(Beginning of Data extracts)

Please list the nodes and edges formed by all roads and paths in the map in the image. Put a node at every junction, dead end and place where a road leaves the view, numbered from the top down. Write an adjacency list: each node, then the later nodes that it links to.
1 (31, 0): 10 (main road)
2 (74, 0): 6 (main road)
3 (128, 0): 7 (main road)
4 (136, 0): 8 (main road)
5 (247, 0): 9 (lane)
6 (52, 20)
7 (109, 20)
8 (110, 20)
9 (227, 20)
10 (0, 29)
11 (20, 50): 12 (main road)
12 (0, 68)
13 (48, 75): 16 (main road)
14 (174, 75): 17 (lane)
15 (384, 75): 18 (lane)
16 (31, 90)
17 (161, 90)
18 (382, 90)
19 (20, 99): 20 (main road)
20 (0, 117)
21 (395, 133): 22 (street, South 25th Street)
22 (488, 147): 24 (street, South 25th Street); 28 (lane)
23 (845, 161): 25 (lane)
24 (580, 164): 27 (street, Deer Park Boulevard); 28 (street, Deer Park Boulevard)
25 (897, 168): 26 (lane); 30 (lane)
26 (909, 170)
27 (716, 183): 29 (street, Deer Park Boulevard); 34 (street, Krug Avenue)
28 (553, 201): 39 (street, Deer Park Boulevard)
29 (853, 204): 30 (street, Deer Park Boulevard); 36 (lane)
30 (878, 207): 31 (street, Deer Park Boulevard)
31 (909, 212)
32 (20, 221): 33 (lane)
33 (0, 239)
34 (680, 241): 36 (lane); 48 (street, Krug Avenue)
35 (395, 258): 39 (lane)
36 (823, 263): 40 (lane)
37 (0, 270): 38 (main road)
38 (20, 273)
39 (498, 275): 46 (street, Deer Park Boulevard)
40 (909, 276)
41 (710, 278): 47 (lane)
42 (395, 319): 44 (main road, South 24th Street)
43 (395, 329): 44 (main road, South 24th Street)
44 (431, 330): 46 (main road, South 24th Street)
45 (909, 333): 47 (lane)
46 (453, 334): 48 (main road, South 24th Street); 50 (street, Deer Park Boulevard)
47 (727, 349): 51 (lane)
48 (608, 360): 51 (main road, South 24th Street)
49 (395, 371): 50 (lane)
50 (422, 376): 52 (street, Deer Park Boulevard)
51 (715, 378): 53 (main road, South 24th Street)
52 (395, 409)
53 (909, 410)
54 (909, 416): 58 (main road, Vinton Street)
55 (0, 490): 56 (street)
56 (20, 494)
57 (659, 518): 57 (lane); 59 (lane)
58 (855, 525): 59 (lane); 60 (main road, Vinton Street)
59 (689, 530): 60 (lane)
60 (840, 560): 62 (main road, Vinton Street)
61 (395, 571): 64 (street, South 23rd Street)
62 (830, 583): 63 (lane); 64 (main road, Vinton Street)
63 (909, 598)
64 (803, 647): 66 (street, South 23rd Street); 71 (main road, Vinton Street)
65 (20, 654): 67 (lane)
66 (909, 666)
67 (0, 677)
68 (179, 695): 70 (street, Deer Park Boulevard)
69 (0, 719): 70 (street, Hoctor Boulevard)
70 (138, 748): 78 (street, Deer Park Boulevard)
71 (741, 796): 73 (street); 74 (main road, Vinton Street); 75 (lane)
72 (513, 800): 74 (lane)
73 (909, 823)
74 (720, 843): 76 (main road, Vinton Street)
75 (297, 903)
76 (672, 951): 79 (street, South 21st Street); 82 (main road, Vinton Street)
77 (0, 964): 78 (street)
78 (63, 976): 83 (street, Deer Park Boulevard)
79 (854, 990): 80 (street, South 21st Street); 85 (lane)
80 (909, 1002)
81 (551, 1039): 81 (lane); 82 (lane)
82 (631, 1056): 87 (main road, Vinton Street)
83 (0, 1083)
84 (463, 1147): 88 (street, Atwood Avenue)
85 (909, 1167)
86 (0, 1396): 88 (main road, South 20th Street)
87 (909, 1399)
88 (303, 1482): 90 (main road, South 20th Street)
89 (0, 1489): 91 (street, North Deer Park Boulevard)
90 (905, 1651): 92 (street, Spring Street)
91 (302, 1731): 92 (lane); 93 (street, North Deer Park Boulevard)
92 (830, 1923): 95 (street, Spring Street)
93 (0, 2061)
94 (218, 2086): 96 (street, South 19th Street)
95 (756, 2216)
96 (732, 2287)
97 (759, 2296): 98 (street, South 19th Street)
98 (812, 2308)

(End of Data extracts)

» Task item:
Return each line from the data where the string "Avenue" can be found.

» Finished task:
27 (716, 183): 29 (street, Deer Park Boulevard); 34 (street, Krug Avenue)
34 (680, 241): 36 (lane); 48 (street, Krug Avenue)
84 (463, 1147): 88 (street, Atwood Avenue)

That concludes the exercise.